Сложнее найти объяснение отношению Джулии к цвету ее кожи и происхождению. Несмотря на то что она, как известно, рассказывала внукам о своей национальной принадлежности, у нее не было оснований полагать, что в жилах ее текла негритянская кровь, – почему же в таком случае она была рабыней? Однако постоянное обсуждение темы рабства, свойственное даже Дэвиду и его белым гостям, которые непрестанно говорили о негритянской проблеме, не могло не оказывать влияния на сознание Джулии. Может быть, она гордилась цветом своей кожи с бронзовым отливом, прямыми, невьющимися волосами, а возможно, надеялась дистанцироваться от изживавшего себя рабства, как будто ее положение было какой-то ошибкой, вызванной темной кожей ее латинских предков. Не исключено, что неожиданная женитьба Дэвида на Кларе Харрис разозлила и напугала Джулию. Ее горе могло проявиться в том, что она никогда не говорила внукам о непродолжительном браке Дэвида. Как и негритянская кровь в ее жилах, недолгая измена Дэвида для нее просто не существовала.

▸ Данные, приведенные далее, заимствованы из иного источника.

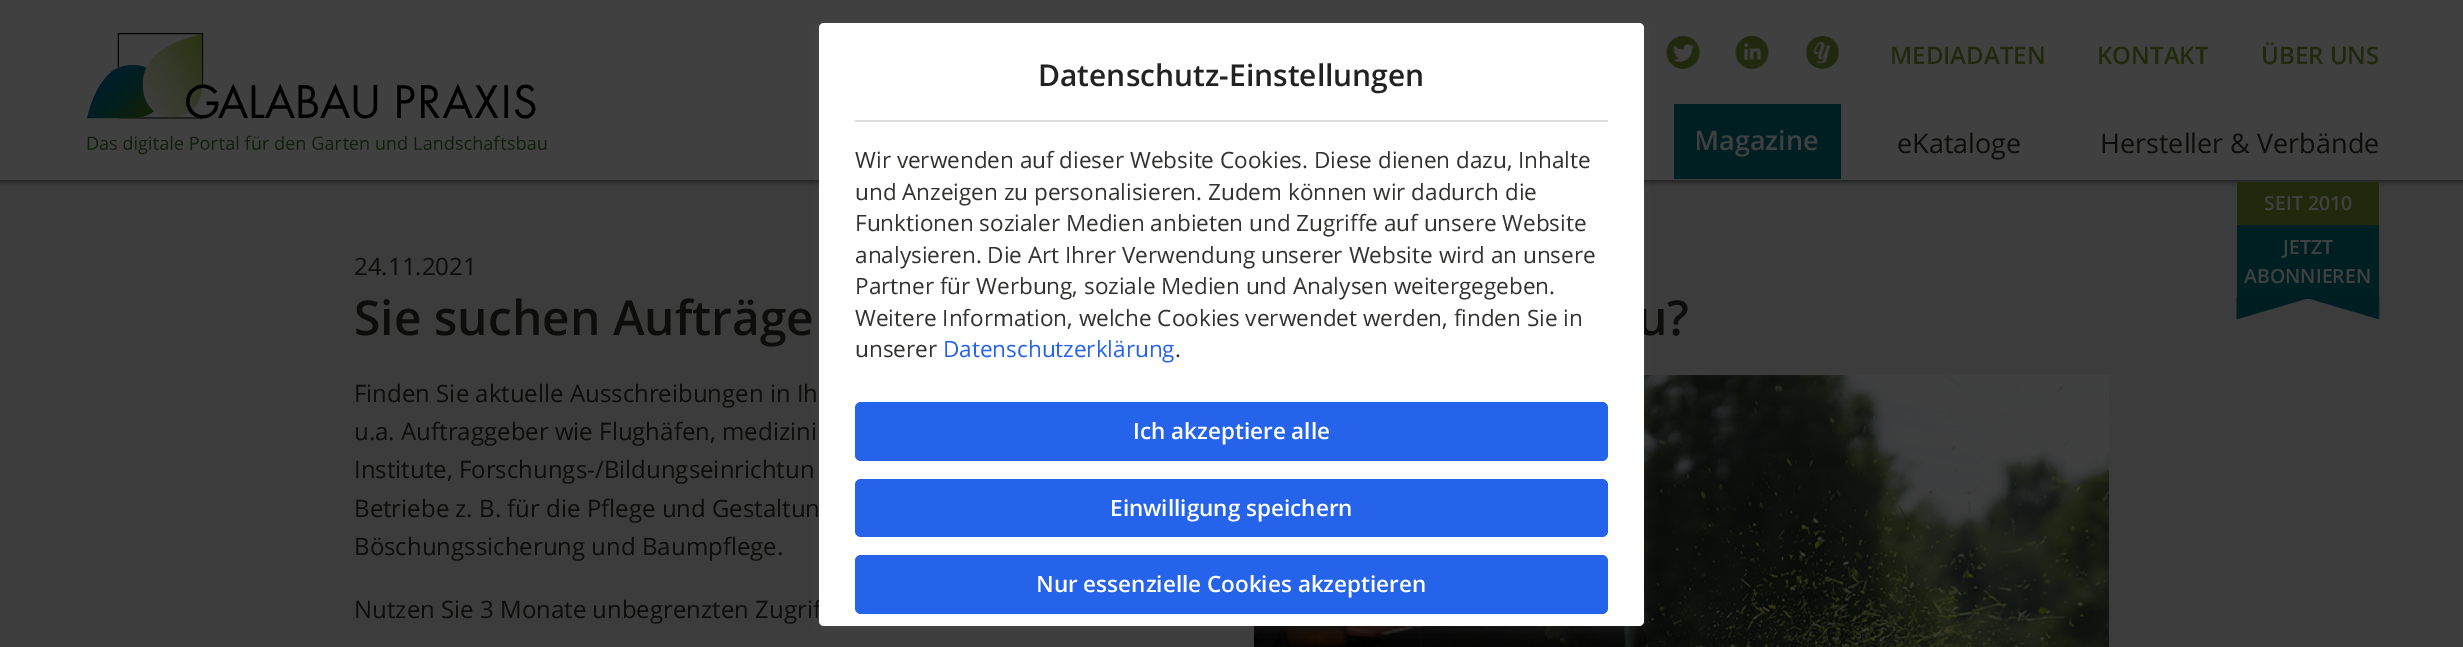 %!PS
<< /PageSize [2463 647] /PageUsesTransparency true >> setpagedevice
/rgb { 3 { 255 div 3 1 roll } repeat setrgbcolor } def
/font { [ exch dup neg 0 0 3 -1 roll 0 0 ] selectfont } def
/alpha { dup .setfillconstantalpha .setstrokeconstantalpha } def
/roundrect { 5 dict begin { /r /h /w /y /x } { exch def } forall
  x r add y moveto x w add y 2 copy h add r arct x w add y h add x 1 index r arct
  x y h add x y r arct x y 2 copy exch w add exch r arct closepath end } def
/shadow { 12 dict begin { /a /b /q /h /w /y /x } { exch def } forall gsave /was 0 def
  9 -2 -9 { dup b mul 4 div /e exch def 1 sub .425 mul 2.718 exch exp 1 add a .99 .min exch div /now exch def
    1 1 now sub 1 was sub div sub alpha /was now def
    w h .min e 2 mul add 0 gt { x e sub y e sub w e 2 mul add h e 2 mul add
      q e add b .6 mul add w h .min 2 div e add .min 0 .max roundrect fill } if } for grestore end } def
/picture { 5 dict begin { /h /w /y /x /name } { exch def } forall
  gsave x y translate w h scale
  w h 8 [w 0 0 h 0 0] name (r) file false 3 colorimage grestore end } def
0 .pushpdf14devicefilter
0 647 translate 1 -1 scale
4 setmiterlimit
60 60 60 rgb
0 0 2463 647 rectfill
0 0 0 rgb
0 179 2463 2 0 3 0.7 shadow
64 64 64 rgb
0 0 2463 180 rectfill
(img/1.rgb) 87 33 460 122 picture
(img/2.rgb) 1666 36 34 33 picture
(img/3.rgb) 1735 36 34 33 picture
(img/4.rgb) 1806 36 34 33 picture
[
  [1697 104 144 75 0 31 34]
  [2237 225 142 74 0 31 34]
  [2237 182 142 43 33 41 13]
] { aload pop rgb rectfill } forall
(img/5.rgb) 2236 297 144 23 picture
(img/6.rgb) 1254 375 855 272 picture
99 99 99 rgb
819 26 825 603 5 6 0.2 shadow
/OpenSans-SemiBold 24 font
33 41 13 rgb
[
  [(MEDIADATEN) 1890 64]
  [(KONTAKT) 2097 64]
  [(ÜBER UNS) 2261 64]
] { aload pop moveto show } forall
/OpenSans-SemiBold 27 font
64 64 64 rgb
1694 150 moveto (Magazine) show
0 31 34 rgb
1674 104 23 75 rectfill
/OpenSans-Regular 27 font
13 13 12 rgb
1897 153 moveto (eKataloge) show
2100 153 moveto (Hersteller & Verbände) show
/OpenSans-SemiBold 19.5 font
64 64 64 rgb
[
  [(SEIT 2010) 2264 210]
  [(JETZT) 2283 254]
  [(ABONNIEREN) 2244 283]
] { aload pop moveto show } forall
/OpenSans-Regular 24 font
13 13 12 rgb
354 275 moveto (24.11.2021) show
/OpenSans-SemiBold 48 font
354 335 moveto (Sie suchen Aufträge) show
1637 335 moveto (u?) show
/OpenSans-Regular 24 font
[
  [(Finden Sie aktuelle Ausschreibungen in Ih) 354 402]
  [(u.a. Auftraggeber wie Flughäfen, medizini) 354 440]
  [(Institute, Forschungs-/Bildungseinrichtun) 354 478]
  [(Betriebe z. B. für die Pflege und Gestaltun) 354 517]
  [(Böschungssicherung und Baumpflege.) 354 555]
  [(Nutzen Sie 3 Monate unbegrenzten Zugrif) 354 618]
] { aload pop moveto show } forall
255 255 255 rgb
819 23 825 603 5 roundrect fill
/OpenSans-SemiBold 30 font
34 34 34 rgb
1038 86 moveto (Datenschutz-Einstellungen) show
221 221 221 rgb
855 120 753 2 rectfill
/OpenSans-Regular 22.5 font
50 50 49 rgb
[
  [(Wir verwenden auf dieser Website Cookies. Diese dienen dazu, Inhalte) 855 168]
  [(und Anzeigen zu personalisieren. Zudem können wir dadurch die) 855 200]
  [(Funktionen sozialer Medien anbieten und Zugriffe auf unsere Website) 855 231]
  [(analysieren. Die Art Ihrer Verwendung unserer Website wird an unsere) 855 263]
  [(Partner für Werbung, soziale Medien und Analysen weitergegeben.) 855 294]
  [(Weitere Information, welche Cookies verwendet werden, finden Sie in) 855 326]
  [(unserer) 855 357]
] { aload pop moveto show } forall
37 99 235 rgb
943 357 moveto (Datenschutzerklärung) show
50 50 49 rgb
1175 357 moveto (.) show
37 99 235 rgb
855 402 753 59 6 roundrect fill
/OpenSans-SemiBold 22.5 font
255 255 255 rgb
1133 439 moveto (Ich akzeptiere alle) show
37 99 235 rgb
855 479 753 58 6 roundrect fill
255 255 255 rgb
1110 516 moveto (Einwilligung speichern) show
37 99 235 rgb
855 555 753 59 6 roundrect fill
255 255 255 rgb
1036 592 moveto (Nur essenzielle Cookies akzeptieren) show
.poppdf14devicefilter showpage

Глубинные противоречия, лежавшие в основании мира Диксонов, вероятно, заставляли Джулию страдать на протяжении почти всей ее жизни. Оглядываясь на прожитые годы, она приходила к заключению, что ей удавалось идти по жизни в этом мире, обходя стороной грозившие ей опасности и сохраняя чувство собственного достоинства, лишь благодаря напускной храбрости, сообразительности, трудолюбию, соблюдению религиозных заповедей и – уже в старости – способности избавляться от тяжелых воспоминаний.